In 2018, an arbitrator reinstated former SPD officer Adley Shepherd, who was fired for punching a handcuffed woman sitting in the back of a police car. Three years later, a state judge overturned the arbitrator’s decision.
Earlier this year, an arbitrator reinstated a parking enforcement officer after Seattle Interim Police Chief Adrian Diaz fired him for telling a coworker that he supported lynching.
Federal Judge James Robart ordered the city to fix its arbitration process when he ruled the city partly out of compliance with the agreement in 2019.
“You will vote today for another police union contract that allows police to investigate police and allows for the accountability failures to continue,” Howard Gale, representing seattlestop.org, said during the public comment section. He mentioned that SPD had killed 12 people over the last nine years who were experiencing a behavioral health crisis while not wielding a firearm. “One of those was Charlene Elias, the pregnant mother of four murdered five years ago this Saturday, just four weeks after Seattle’s police accountability legislation was passed. Her murder, like the 11 others under similar circumstances over the last nine years, was deemed by this accountability system to be lawful and proper.”
“I look forward to a future of justice and not backwards to a mythical past and false promises,” Gale continued. “And for God’s sakes, do not congratulate yourselves today for living in the past when you have another police union contract that allows police to investigate police and declare every killing lawful and proper.”
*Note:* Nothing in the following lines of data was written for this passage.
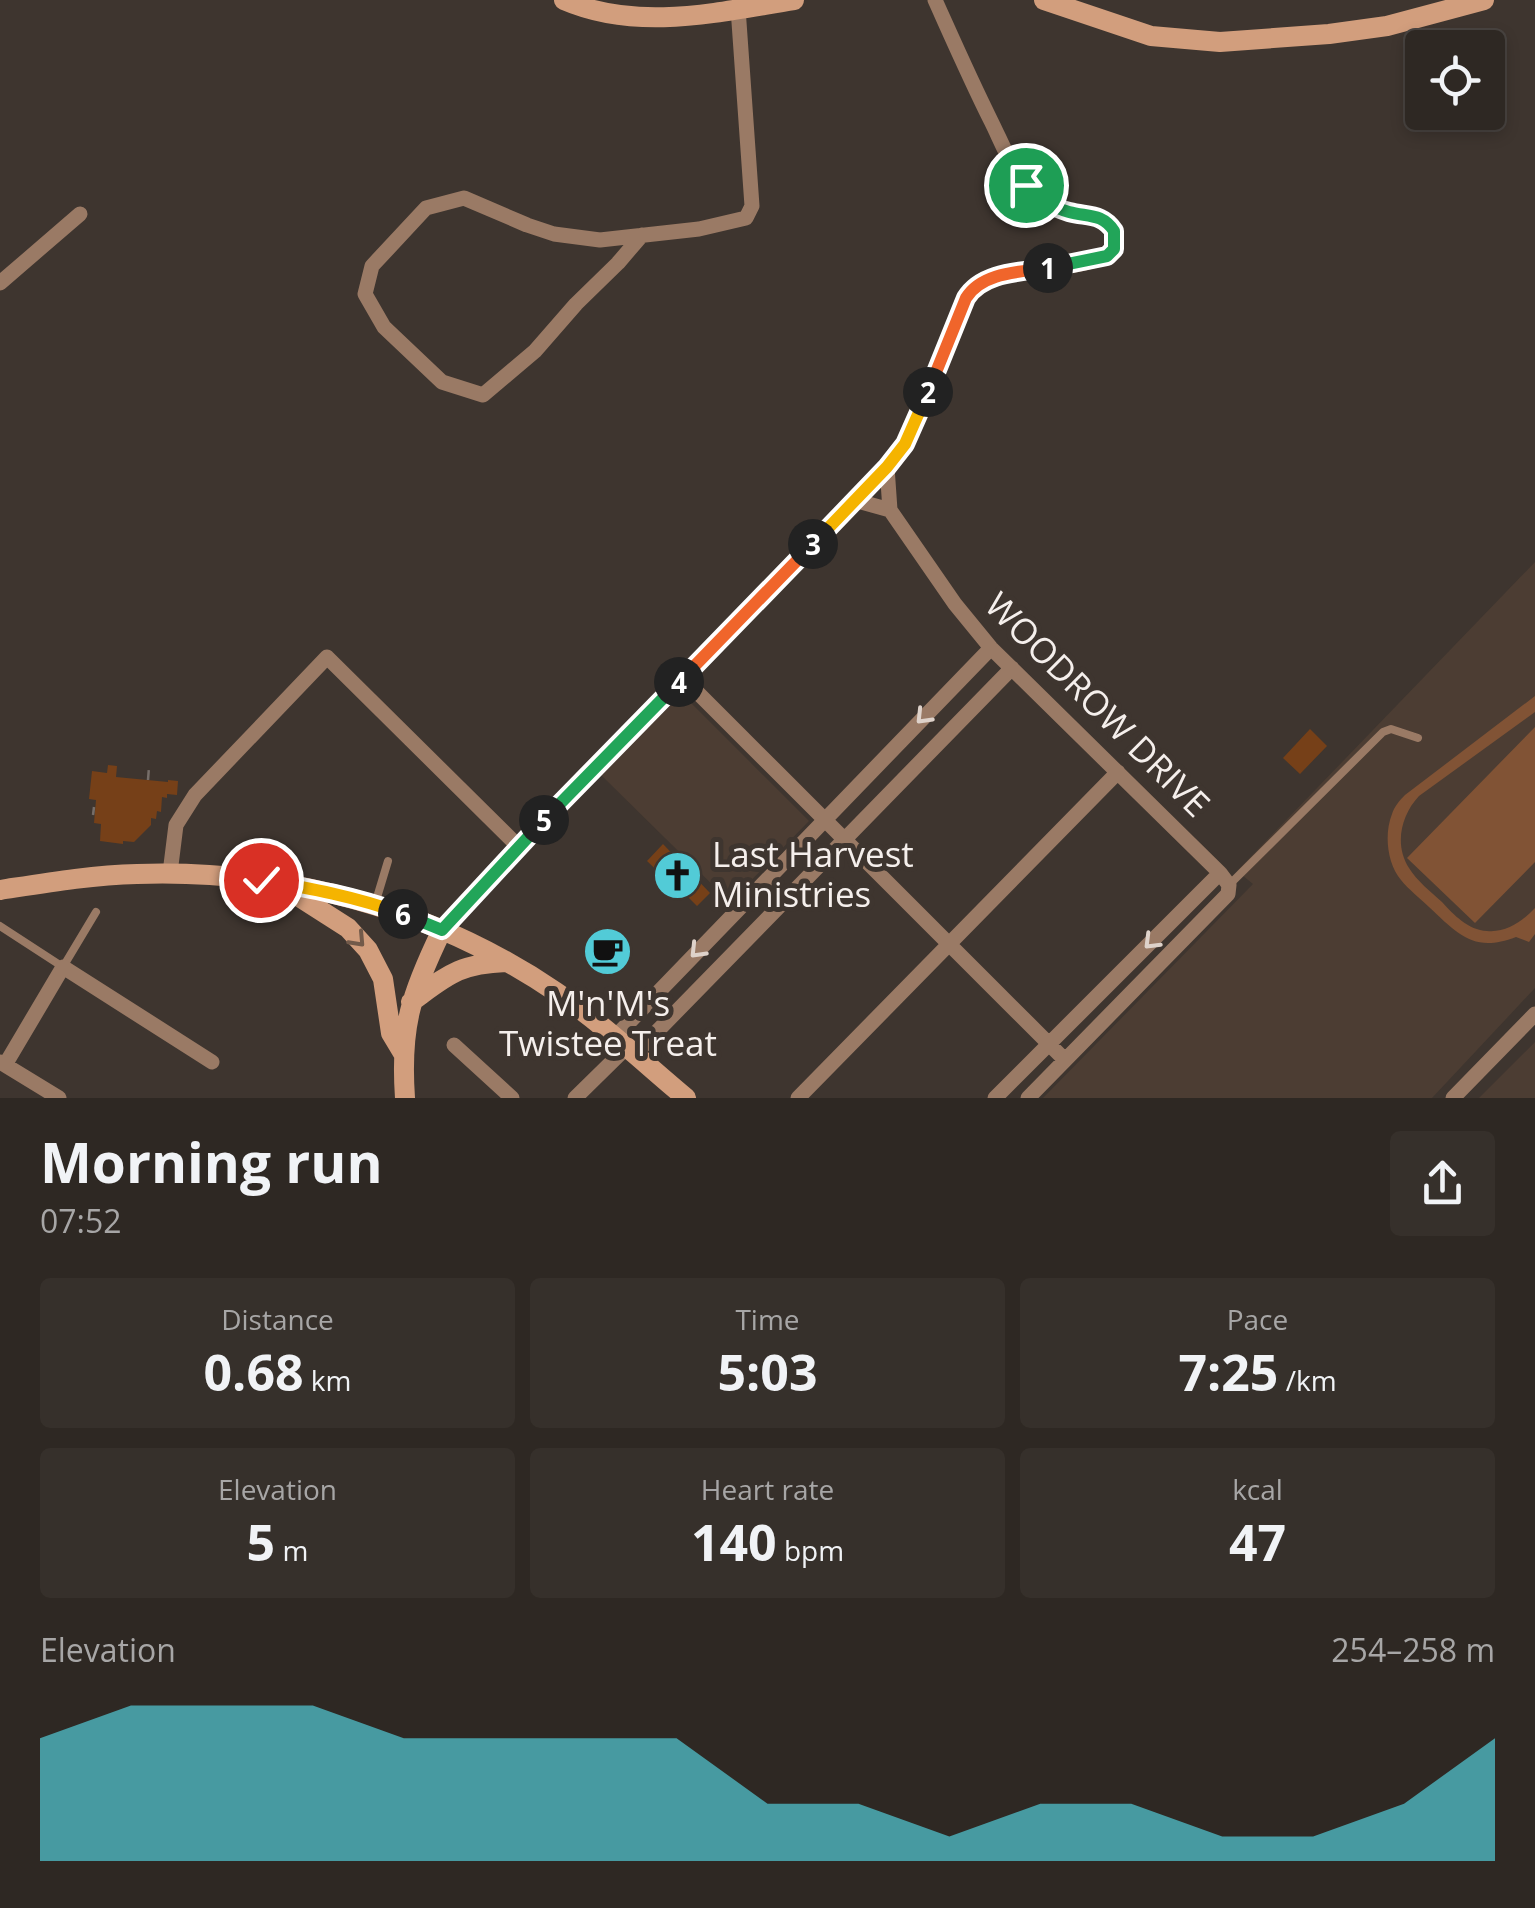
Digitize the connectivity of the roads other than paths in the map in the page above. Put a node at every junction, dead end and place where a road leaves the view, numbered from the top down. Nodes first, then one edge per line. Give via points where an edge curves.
1 (564, 0) edge
2 (794, 0) edge
3 (935, 0) edge
4 (1044, 0) edge
5 (1484, 0) edge
6 (738, 8) junction
7 (80, 214) dead end
8 (642, 235) junction
9 (0, 283) edge
10 (887, 467) junction
11 (854, 500) junction
12 (890, 510) junction
13 (991, 648) junction
14 (1012, 668) junction
15 (682, 678) junction
16 (1418, 738) dead end
17 (1118, 772) junction
18 (824, 819) junction
19 (845, 840) junction
20 (518, 846) junction
21 (388, 861) dead end
22 (170, 874) junction
23 (1227, 882) junction
24 (280, 883) junction
25 (0, 890) edge
26 (375, 904) junction
27 (96, 912) dead end
28 (0, 926) edge
29 (442, 930) junction
30 (950, 945) junction
31 (508, 962) junction
32 (63, 967) junction
33 (411, 1003) junction
34 (1535, 1014) edge
35 (1049, 1044) junction
36 (454, 1045) dead end
37 (625, 1046) junction
38 (403, 1053) junction
39 (1065, 1060) junction
40 (212, 1062) dead end
41 (2, 1063) edge
42 (1457, 1097) edge
43 (60, 1098) edge
44 (404, 1098) edge
45 (512, 1098) edge
46 (575, 1098) edge
47 (686, 1098) edge
48 (798, 1098) edge
49 (995, 1098) edge
50 (1028, 1098) edge

1 - 6 main road via 632,18
2 - 6 main road
3 - 10 street via 1026,185 1055,207 1103,219 1116,241 1102,258 986,280 972,289 910,436
4 - 5 main road via 1151,36 1220,42 1387,26
6 - 8 street via 751,211 739,221
7 - 9 street
8 - 8 street via 600,240 554,234 464,198 426,208 372,266 365,294 384,327 442,382 483,395 535,352
10 - 11 street
10 - 12 street
11 - 12 street
11 - 15 street
12 - 13 street, WOODROW DRIVE
13 - 14 street, WOODROW DRIVE
13 -> 18 street
14 - 17 street, WOODROW DRIVE
14 - 19 street
15 - 18 street
15 - 20 street
16 - 23 lane via 1382,732
17 - 23 street, WOODROW DRIVE
17 - 30 street
18 - 19 street
18 -> 37 street
19 - 30 street
19 - 37 street
20 - 22 street via 327,657 195,794 176,825
20 - 29 street
21 - 26 lane
22 - 24 main road
22 - 25 main road
23 -> 35 street
23 - 39 street
24 - 26 main road
24 -> 38 main road via 348,928 368,950
26 - 29 main road
27 - 32 lane
28 - 32 lane
29 - 31 main road
29 - 33 main road
30 - 35 street
30 - 48 street
31 - 33 main road via 467,966
31 - 37 main road
32 - 40 street
32 - 41 street
33 - 38 main road
34 - 42 street
35 - 39 street
35 - 49 street
36 - 45 street
37 - 46 street
37 - 47 main road
38 - 44 main road
39 - 50 street
41 - 43 street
With the contract approved, captains and lieutenants will receive retroactive wage increases of 2.7% in 2020, 1.9% in 2021, and 4% in 2022. It is common practice for police to see retroactive increases, in part because they generally take years to negotiate. Police often operate under expired contracts.
In 2023, police managers would receive a pay bump equivalent to the consumer price index increase, up to 4%. Overall, this will cost more than $6 million through the end of next year.
The SPMA contract only covers police managers, but has the potential to influence Seattle Police Officers Guild’s (SPOG) negotiations. SPOG is just beginning negotiations with the city for its own contract, which expired at the end of 2020.